Recipes, Food Styling and Photography by Farrukh Aziz
Creamy Plum and Corn Soup
“The soup was so tasty that I had it along with the bowl”. Surprised !!
Well, this can be a complete truth with this soup and the Edible bowls I made along with it. When you start sipping the soup, you will reach the bottom of it and still wanting more, you would start eating the bowl containing it. Here is how I made the soup and Edible bowls.
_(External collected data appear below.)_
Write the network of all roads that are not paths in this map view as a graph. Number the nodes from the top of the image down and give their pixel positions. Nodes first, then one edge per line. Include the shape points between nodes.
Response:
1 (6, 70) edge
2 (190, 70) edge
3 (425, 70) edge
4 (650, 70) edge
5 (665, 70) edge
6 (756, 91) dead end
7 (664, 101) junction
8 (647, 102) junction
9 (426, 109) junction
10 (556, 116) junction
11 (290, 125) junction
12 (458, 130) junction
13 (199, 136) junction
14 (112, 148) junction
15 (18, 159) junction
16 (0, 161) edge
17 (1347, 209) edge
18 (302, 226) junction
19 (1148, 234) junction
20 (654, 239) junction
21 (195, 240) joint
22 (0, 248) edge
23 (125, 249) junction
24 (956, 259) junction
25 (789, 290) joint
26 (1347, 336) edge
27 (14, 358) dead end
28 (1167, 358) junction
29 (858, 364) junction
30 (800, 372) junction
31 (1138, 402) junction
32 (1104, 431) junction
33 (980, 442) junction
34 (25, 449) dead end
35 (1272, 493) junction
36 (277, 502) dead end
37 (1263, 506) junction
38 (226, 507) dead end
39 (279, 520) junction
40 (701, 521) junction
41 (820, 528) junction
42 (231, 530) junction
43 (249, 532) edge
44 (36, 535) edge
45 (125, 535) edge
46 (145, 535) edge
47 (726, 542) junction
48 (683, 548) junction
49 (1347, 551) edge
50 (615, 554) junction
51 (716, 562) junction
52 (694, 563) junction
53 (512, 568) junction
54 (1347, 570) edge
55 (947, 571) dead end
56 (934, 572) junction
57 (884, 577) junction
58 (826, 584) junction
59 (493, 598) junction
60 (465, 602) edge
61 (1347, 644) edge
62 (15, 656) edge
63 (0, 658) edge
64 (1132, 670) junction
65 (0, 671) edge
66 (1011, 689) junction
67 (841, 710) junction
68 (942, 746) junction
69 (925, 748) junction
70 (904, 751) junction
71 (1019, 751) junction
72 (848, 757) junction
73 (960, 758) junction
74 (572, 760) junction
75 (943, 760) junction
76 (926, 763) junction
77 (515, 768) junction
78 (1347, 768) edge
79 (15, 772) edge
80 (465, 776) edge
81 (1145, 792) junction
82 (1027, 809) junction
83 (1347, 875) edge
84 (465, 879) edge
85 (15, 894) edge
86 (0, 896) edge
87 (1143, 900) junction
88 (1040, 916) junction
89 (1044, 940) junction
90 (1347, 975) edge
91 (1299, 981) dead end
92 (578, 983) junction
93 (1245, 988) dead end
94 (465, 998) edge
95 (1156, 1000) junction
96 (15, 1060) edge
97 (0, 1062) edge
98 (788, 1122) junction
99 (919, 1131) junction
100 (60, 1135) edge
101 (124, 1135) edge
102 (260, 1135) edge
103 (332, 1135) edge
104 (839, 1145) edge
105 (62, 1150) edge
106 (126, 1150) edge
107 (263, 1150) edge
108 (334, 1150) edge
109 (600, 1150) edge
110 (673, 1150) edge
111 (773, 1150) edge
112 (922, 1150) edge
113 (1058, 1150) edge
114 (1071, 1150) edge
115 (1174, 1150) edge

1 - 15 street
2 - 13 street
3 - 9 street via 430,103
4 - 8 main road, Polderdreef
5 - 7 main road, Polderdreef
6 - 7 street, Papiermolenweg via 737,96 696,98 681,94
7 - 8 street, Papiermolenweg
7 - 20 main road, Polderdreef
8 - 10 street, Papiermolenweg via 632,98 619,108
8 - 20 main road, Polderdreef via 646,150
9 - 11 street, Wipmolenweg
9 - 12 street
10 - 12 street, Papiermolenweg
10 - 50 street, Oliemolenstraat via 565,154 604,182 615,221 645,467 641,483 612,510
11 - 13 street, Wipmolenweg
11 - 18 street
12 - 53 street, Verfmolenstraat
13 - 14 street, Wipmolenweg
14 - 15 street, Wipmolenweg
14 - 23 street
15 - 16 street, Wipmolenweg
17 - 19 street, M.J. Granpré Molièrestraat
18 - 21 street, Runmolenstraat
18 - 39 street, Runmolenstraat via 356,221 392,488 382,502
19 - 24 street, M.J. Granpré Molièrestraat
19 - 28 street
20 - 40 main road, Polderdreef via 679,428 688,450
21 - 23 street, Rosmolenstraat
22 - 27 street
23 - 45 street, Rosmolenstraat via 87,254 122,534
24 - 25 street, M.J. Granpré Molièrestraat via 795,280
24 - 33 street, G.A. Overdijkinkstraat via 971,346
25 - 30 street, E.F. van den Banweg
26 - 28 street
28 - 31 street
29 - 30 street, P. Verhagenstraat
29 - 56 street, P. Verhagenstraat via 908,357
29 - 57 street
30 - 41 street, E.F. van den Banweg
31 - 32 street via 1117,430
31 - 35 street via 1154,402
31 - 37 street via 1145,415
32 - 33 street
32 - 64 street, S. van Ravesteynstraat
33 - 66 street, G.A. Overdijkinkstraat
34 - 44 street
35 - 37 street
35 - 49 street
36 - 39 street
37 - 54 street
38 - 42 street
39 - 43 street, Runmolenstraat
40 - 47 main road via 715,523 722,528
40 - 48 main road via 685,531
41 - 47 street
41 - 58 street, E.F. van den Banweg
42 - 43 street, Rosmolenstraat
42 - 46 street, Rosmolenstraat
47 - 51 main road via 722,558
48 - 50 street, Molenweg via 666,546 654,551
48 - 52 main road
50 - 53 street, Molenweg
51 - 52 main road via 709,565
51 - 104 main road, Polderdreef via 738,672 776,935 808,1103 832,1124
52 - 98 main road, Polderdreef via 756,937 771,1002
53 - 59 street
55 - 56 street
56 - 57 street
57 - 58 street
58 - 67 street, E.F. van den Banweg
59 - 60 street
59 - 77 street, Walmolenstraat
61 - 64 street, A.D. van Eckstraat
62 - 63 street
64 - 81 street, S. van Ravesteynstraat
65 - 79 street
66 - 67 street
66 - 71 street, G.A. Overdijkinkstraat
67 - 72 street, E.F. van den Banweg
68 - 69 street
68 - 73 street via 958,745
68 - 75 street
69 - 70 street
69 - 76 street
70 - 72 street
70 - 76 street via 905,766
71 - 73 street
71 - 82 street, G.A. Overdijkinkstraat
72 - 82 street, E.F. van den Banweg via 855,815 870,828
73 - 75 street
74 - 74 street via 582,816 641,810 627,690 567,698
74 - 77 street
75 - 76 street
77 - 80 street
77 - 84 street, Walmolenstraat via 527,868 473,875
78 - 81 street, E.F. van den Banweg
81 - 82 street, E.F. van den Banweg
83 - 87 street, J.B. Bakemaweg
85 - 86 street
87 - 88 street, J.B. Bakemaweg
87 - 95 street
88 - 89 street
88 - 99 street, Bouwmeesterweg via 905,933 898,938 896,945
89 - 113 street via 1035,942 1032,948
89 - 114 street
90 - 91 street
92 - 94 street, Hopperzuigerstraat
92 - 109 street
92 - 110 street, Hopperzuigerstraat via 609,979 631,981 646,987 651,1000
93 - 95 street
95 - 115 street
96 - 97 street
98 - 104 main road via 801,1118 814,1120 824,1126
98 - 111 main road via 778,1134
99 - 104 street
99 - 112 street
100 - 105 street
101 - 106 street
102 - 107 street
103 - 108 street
1 cup, plum, roughly chopped
1 cup, corn
½ cup, carrot, roughly chopped
2 nos, large tomatoes, roughly chopped
4 to 5 nos, garlic cloves
½ tsp, red chili flakes
2 tbsp, parsley, fresh
2 to 3 nos, basil leaves
½ tsp, black pepper powder
1 nos, bay leaf
1 nos, medium onion, chopped
1 tbsp, olive oil
2 tbsp, butter
2 tbsp, all purpose flour
2 tbsp, cream
1 cup, milk
Salt as per taste
In a pan, heat oil. Add garlic and fry for few seconds. Add onion and fry till it turns pink.
Add plum, corn, carrot, tomatoes and sauté for a minute.
Add 3 cups of water, bay leaf, parsley, chili flakes, basil, black pepper powder , salt and bring it to boil.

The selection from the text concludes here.